As I've frequently pointed out, these indicators aren't useful as short-term signals of market direction. Periods of over- and under-valuation can last for many years. But they can play a role in framing longer-term expectations of investment returns. At present market overvaluation continues to suggest a cautious long-term outlook and guarded expectations. However, at today's low annualized inflation rate and the extremely poor return on fixed income investments (Treasuries, CDs, etc.) the appeal of equities, despite overvaluation risk, is not surprising.

Pimco moves to expand equity push with new stock strategies

(Reuters) - Pimco, the bond fund manager, is expanding its presence in equity management with seven new stock strategies in partnership with asset manager Research Affiliates LLC.
DYI Comment:  Bond managers moving into stocks.  This is not fund managers with a fiduciary mentality but money marketers.  Stock mutual funds are hot as a pistol and they are raising money for funds under management to expand their revenue base.  Normally I have no problem with business expansion (I applaud all those who do) but at these market levels these funds will end in a trail of tears.  I wonder how many will be merged or closed in the years ahead to hide their poor performance?  Closing or merging funds is the oldest trick in the fund business to hide poor performance and enhance their future returns for sales and marketing purposes.
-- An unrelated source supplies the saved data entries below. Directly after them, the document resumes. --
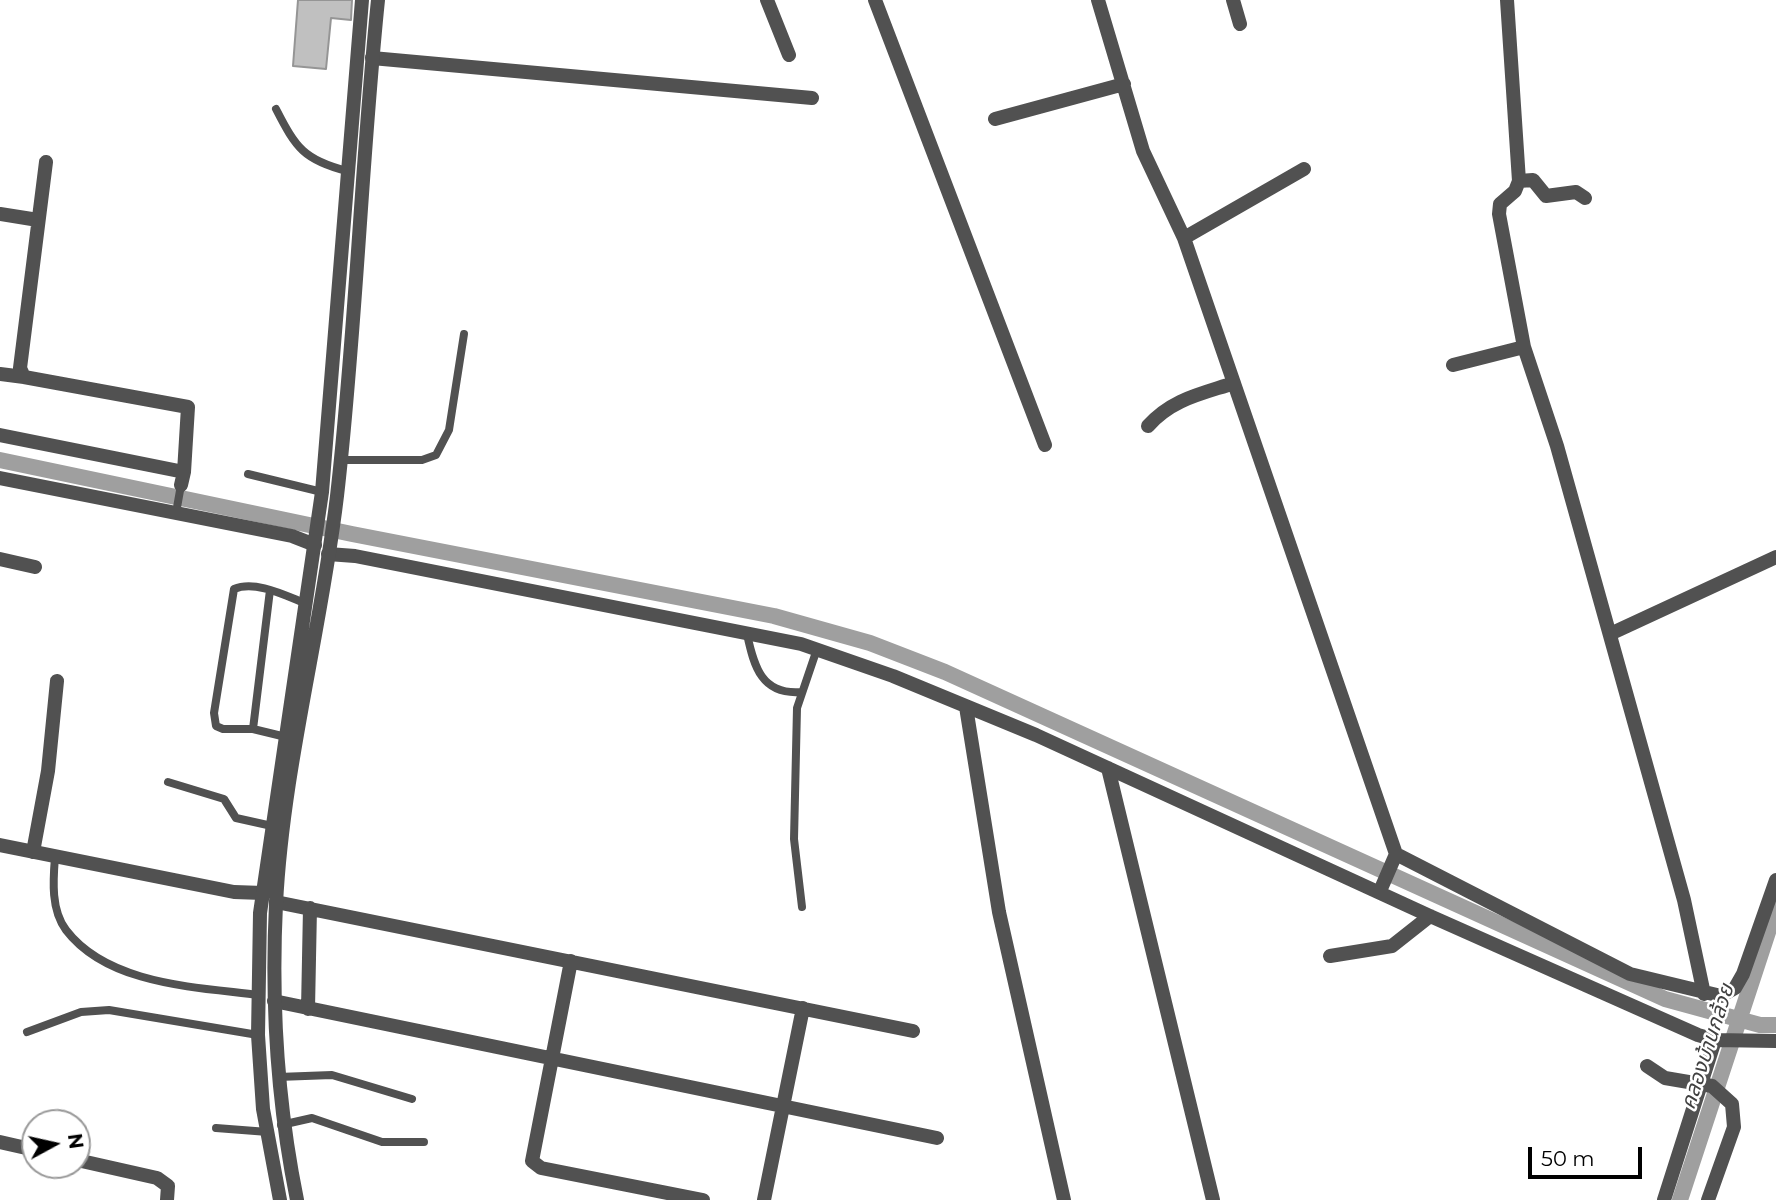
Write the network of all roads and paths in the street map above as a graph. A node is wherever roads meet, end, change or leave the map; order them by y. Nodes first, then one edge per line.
1 (362, 0) edge
2 (379, 0) edge
3 (767, 0) edge
4 (875, 0) edge
5 (1098, 0) edge
6 (1233, 0) edge
7 (1507, 0) edge
8 (1240, 24) dead end
9 (789, 55) dead end
10 (372, 58) junction
11 (1124, 84) junction
12 (812, 99) dead end
13 (276, 109) dead end
14 (995, 120) dead end
15 (46, 162) dead end
16 (1304, 169) dead end
17 (347, 172) junction
18 (1519, 181) junction
19 (1585, 198) dead end
20 (0, 214) edge
21 (38, 220) junction
22 (1184, 239) junction
23 (464, 334) dead end
24 (1524, 347) junction
25 (1453, 365) dead end
26 (0, 374) edge
27 (24, 377) junction
28 (1234, 383) junction
29 (1149, 426) dead end
30 (0, 435) edge
31 (1045, 445) dead end
32 (340, 460) junction
33 (248, 474) dead end
34 (0, 478) edge
35 (183, 479) junction
36 (321, 492) junction
37 (176, 510) junction
38 (316, 542) junction
39 (330, 547) junction
40 (1776, 557) edge
41 (0, 559) edge
42 (35, 567) dead end
43 (270, 590) junction
44 (307, 604) junction
45 (747, 634) junction
46 (1610, 634) junction
47 (817, 649) junction
48 (57, 681) dead end
49 (802, 692) junction
50 (966, 707) junction
51 (253, 729) junction
52 (286, 737) junction
53 (1108, 768) junction
54 (168, 782) dead end
55 (272, 826) junction
56 (0, 845) edge
57 (33, 852) junction
58 (55, 857) junction
59 (1394, 859) junction
60 (1776, 880) edge
61 (1382, 888) junction
62 (263, 893) junction
63 (276, 902) junction
64 (802, 907) dead end
65 (310, 908) junction
66 (1430, 916) junction
67 (1330, 956) dead end
68 (570, 961) junction
69 (1704, 994) junction
70 (259, 995) junction
71 (274, 1001) junction
72 (803, 1008) junction
73 (308, 1009) junction
74 (913, 1031) dead end
75 (27, 1032) dead end
76 (258, 1035) junction
77 (1720, 1040) junction
78 (1776, 1041) edge
79 (550, 1059) junction
80 (1647, 1066) dead end
81 (278, 1077) junction
82 (1706, 1084) junction
83 (412, 1099) dead end
84 (783, 1106) junction
85 (281, 1125) junction
86 (216, 1128) dead end
87 (268, 1132) junction
88 (937, 1138) dead end
89 (0, 1142) edge
90 (424, 1142) dead end
91 (21, 1147) edge
92 (91, 1163) edge
93 (167, 1200) edge
94 (280, 1200) edge
95 (297, 1200) edge
96 (702, 1200) edge
97 (764, 1200) edge
98 (1064, 1200) edge
99 (1213, 1200) edge
100 (1664, 1200) edge
101 (1708, 1200) edge

1 - 17 street
2 - 10 street
3 - 9 street
4 - 31 street
5 - 11 street
6 - 8 street
7 - 18 street
10 - 12 street
10 - 32 street
11 - 14 street
11 - 22 street
13 - 17 lane
15 - 21 street
16 - 22 street
17 - 36 street
18 - 19 street
18 - 24 street
20 - 21 street
21 - 27 street
22 - 28 street
23 - 32 lane
24 - 25 street
24 - 46 street
26 - 27 street
27 - 35 street
28 - 29 street
28 - 59 street
30 - 35 street
32 - 39 street
33 - 36 lane
34 - 37 street
35 - 37 lane
36 - 38 street
37 - 38 street
38 - 39 street
38 - 44 street
39 - 45 street
39 - 63 street
40 - 46 street
41 - 42 street
43 - 44 lane
43 - 51 lane
43 - 51 lane
44 - 52 street
45 - 47 street
45 - 49 lane
46 - 69 street
47 - 49 lane
47 - 50 street
48 - 57 street
49 - 64 lane
50 - 53 street
50 - 98 street
51 - 52 lane
52 - 55 street
53 - 61 street
53 - 99 street
54 - 55 lane
55 - 62 street
56 - 57 street
57 - 58 street
58 - 62 street
58 - 70 lane
59 - 61 street
59 - 69 street
60 - 69 street
61 - 66 street
62 - 70 street
63 - 65 street
63 - 71 street
65 - 68 street
65 - 73 street
66 - 67 street
66 - 77 street
68 - 72 street
68 - 79 street
70 - 76 street
71 - 73 street
71 - 81 street
72 - 74 street
72 - 84 street
73 - 79 street
75 - 76 lane
76 - 87 street
77 - 78 street
77 - 82 street
79 - 84 street
79 - 96 street
80 - 82 street
81 - 83 lane
81 - 85 street
82 - 100 street
82 - 101 street
84 - 88 street
84 - 97 street
85 - 90 lane
85 - 95 street
86 - 87 lane
87 - 94 street
89 - 91 street
92 - 93 street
All that is missing is a hot IPO market that signifies a market top.  The Great Wait Continues.

Deflation hits eurozone as energy prices fall

Inflation in the eurozone has turned negative, official figures have shown, with prices in December 0.2% lower than the same month a year earlier. 
The tip into deflation adds pressure on the European Central Bank (ECB) to take further action to stimulate the bloc's economy.

Euro area annual inflation down to -0.2%

Euro area annual inflation is expected to be -0.2% in December 2014, down from 0.3% in November, according to a flash estimate from Eurostat, the statistical office of the European Union.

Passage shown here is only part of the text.